Note that, in the above the constraint \(Y_i(\mathbf{W^\top \cdot X_i} + b) \geq 1\) comes from the assumption that our data are linearly separable – this is the so-called Hard-margin SVM.

Soft-Margin SVMs and Slack variables

Well, but most real data out there are not linearly separable at all…. So, we need an SVM framework that can deal with these cases. To do so, let’s re-write the original SVM objective as follows:

\[\text{argmin}\left(\frac{\lVert \mathbf{W} \rVert}{2} \right) + C \frac{1}{n} \sum_{i=1}^n \xi_i\]

Note that we swapped the original \(\text{argmax}\) problem for its corresponding \(\text{argmin}\) one and added an additional penalty/loss term \(C \frac{1}{n} \sum_{i=1}^n \xi_i\), where \(C\) is a tunnable hyper-parameter and \(\xi\) represents the distance of misclassified points from their actual/correct plane. Let’s look at an example here:

In the above, the distance between \(x_1\) and the plane \(\pi\) is 0.5 towards the negative plane. That is:

\[\begin{align*} Y(\mathbf{W^\top X} + b) &= -0.5 \\ Y(\mathbf{W^\top X} + b) &= 1 - 1.5 \\ Y(\mathbf{W^\top X} + b) &= 1 - \xi \end{align*}\]

This shows that \(\xi\) is truly the distance of the misclassified point to its actual plane (in this case \(\pi^+\)). \(\xi\) is also known as a slack variable!
And the hyper-parameter \(C\) represents how strongly we penalize our model for violating our margins and misclassiying points.
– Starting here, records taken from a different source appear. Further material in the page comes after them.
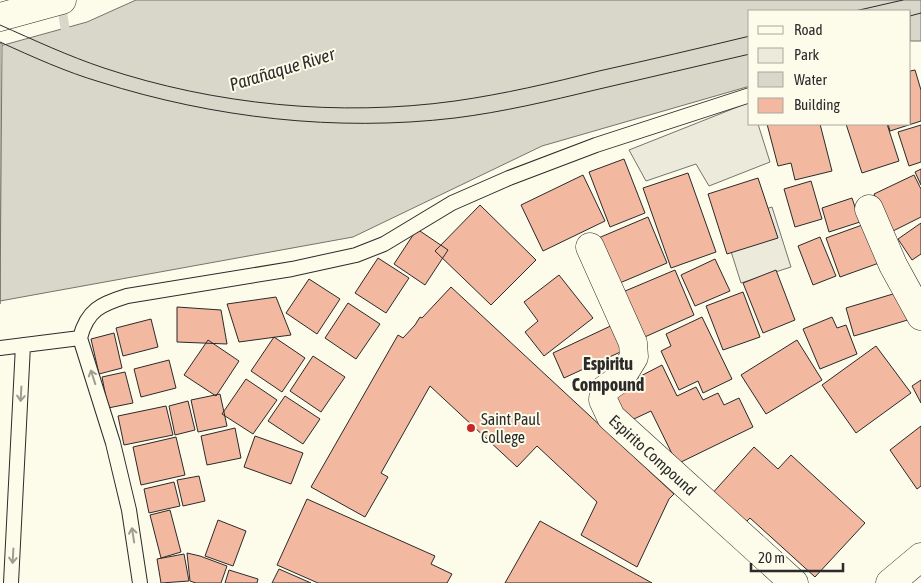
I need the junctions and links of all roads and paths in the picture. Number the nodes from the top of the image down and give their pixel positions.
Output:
1 (62, 0) edge
2 (0, 17) edge
3 (748, 96) edge
4 (869, 208) dead end
5 (590, 247) dead end
6 (921, 316) edge
7 (80, 338) junction
8 (23, 345) junction
9 (0, 348) edge
10 (921, 557) edge
11 (12, 583) edge
12 (140, 583) edge
13 (794, 583) edge
14 (890, 583) edge

1 - 2 street
3 - 7 lane
4 - 6 street
5 - 13 street, Espirito Compound
7 - 8 lane
12 -> 7 lane
8 - 9 lane
8 -> 11 lane
10 - 14 street

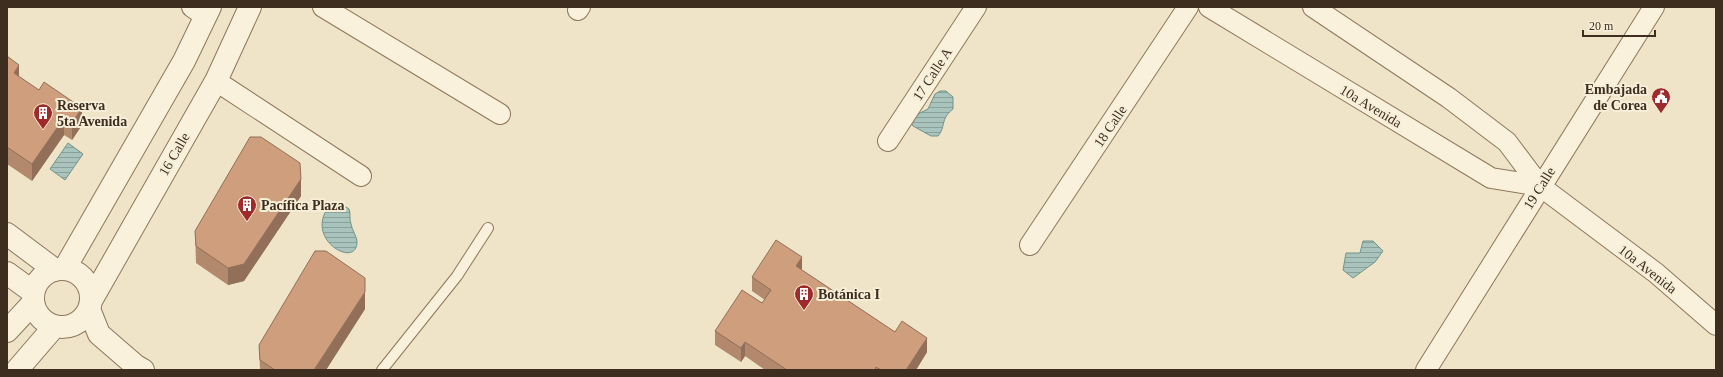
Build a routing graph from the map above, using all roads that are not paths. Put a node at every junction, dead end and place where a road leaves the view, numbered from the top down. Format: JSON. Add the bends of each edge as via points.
{"nodes":[{"id":1,"x":250,"y":7,"type":"edge"},
{"id":2,"x":323,"y":7,"type":"edge"},
{"id":3,"x":976,"y":7,"type":"edge"},
{"id":4,"x":1188,"y":7,"type":"edge"},
{"id":5,"x":1209,"y":7,"type":"edge"},
{"id":6,"x":1313,"y":7,"type":"edge"},
{"id":7,"x":1654,"y":7,"type":"edge"},
{"id":8,"x":202,"y":10,"type":"edge"},
{"id":9,"x":216,"y":81,"type":"junction"},
{"id":10,"x":500,"y":114,"type":"dead end"},
{"id":11,"x":888,"y":141,"type":"dead end"},
{"id":12,"x":360,"y":176,"type":"dead end"},
{"id":13,"x":1540,"y":186,"type":"junction"},
{"id":14,"x":488,"y":228,"type":"dead end"},
{"id":15,"x":7,"y":234,"type":"edge"},
{"id":16,"x":1030,"y":245,"type":"dead end"},
{"id":17,"x":60,"y":269,"type":"junction"},
{"id":18,"x":7,"y":273,"type":"edge"},
{"id":19,"x":33,"y":298,"type":"junction"},
{"id":20,"x":77,"y":315,"type":"junction"},
{"id":21,"x":1716,"y":325,"type":"edge"},
{"id":22,"x":7,"y":330,"type":"edge"},
{"id":23,"x":17,"y":370,"type":"edge"},
{"id":24,"x":143,"y":370,"type":"edge"},
{"id":25,"x":382,"y":370,"type":"edge"},
{"id":26,"x":1426,"y":370,"type":"edge"}],
"edges":[{"from":1,"to":9,"type":"street","name":"16 Calle"},
{"from":2,"to":10,"type":"street"},
{"from":3,"to":11,"type":"street","name":"17 Calle A"},
{"from":4,"to":16,"type":"street","name":"18 Calle"},
{"from":5,"to":13,"type":"street","name":"10a Avenida","via":[[1491,178]]},
{"from":6,"to":13,"type":"street","name":"10a Avenida","via":[[1449,98],[1507,142]]},
{"from":7,"to":13,"type":"street","name":"19 Calle"},
{"from":8,"to":17,"type":"street","via":[[184,61]]},
{"from":9,"to":12,"type":"street"},
{"from":9,"to":20,"type":"street","name":"16 Calle"},
{"from":13,"to":21,"type":"street","name":"10a Avenida","via":[[1656,273]]},
{"from":13,"to":26,"type":"street","name":"19 Calle"},
{"from":14,"to":25,"type":"lane","via":[[457,276]]},
{"from":15,"to":17,"type":"street"},
{"from":17,"to":19,"type":"street","via":[[45,274],[37,282]]},
{"from":17,"to":20,"type":"street","via":[[76,272],[84,278],[90,288]]},
{"from":18,"to":19,"type":"street"},
{"from":19,"to":20,"type":"street","via":[[37,313],[44,321]]},
{"from":19,"to":22,"type":"street"},
{"from":20,"to":23,"type":"street","name":"16 Calle"},
{"from":20,"to":24,"type":"street"}]}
Therefore, as \(C\) increases, our model will tend to overfit the data, and vice-versa.

The SVM Loss

Primal Form

Looking at the Soft-Margin SVM objective, we can guess (intuitively) that we will want to minimize this distance of misclassified points from their true/correct plane (i.e., we wish to minimize our slack variable, \(\xi\)). In the case of SVMs, this is done through what we call a hinge loss mechanism. Let’s dive into it!
Starting with the last equation from above, we can write:

\[1 - Y(\mathbf{W^\top X} + b) = \xi\]

Now let \(Y(\mathbf{W^\top X} + b) = Z\) and note that if \(Z \geq 1\) then the point is correctly classified and, conversely, if \(Z < 1\), then the point is misclassified. Using this definition for \(Z\), we can re-write the above as:

\[1 - Z = \xi\]

Now, hinge losses are functions with the following property - their values are non-zero until a certain point after which they are equal to zero. SVMs optimize a hinge loss of the form:

\[\mathcal{L}_H = \text{Max}(0, 1-Z)\]

Let’s see how this behaves… Well, if \(Z\geq1\) (i.e., pt is correctly classified), then \(\text{Max}(0, 1-Z) = 0\). That is, our loss is zero. On the other hand, if \(Z \leq 1\) (i.e., we misclassified pt) then \(\text{Max}(0, 1-Z) = 1-Z\). That is, we get some positive loss. Great, this is exactly what we want (look back at the Soft-Margin SVM objective again)!

Dual Form

Of note, the Soft-Margin SVM objective we’ve been discussing - \(\text{argmin}\left(\frac{\lVert \mathbf{W} \rVert}{2} \right) + C \frac{1}{n} \sum_{i=1}^n \xi_i\) - can be written in the following, mathematically equivalent form:

\[\text{Max} \left\{ \sum_{i=1}^n \alpha_i - \frac{1}{2} \sum_{i=1}^n \sum_{j=1}^n \alpha_i \alpha_j y_i y_j x_i^\top x_j \right \}\]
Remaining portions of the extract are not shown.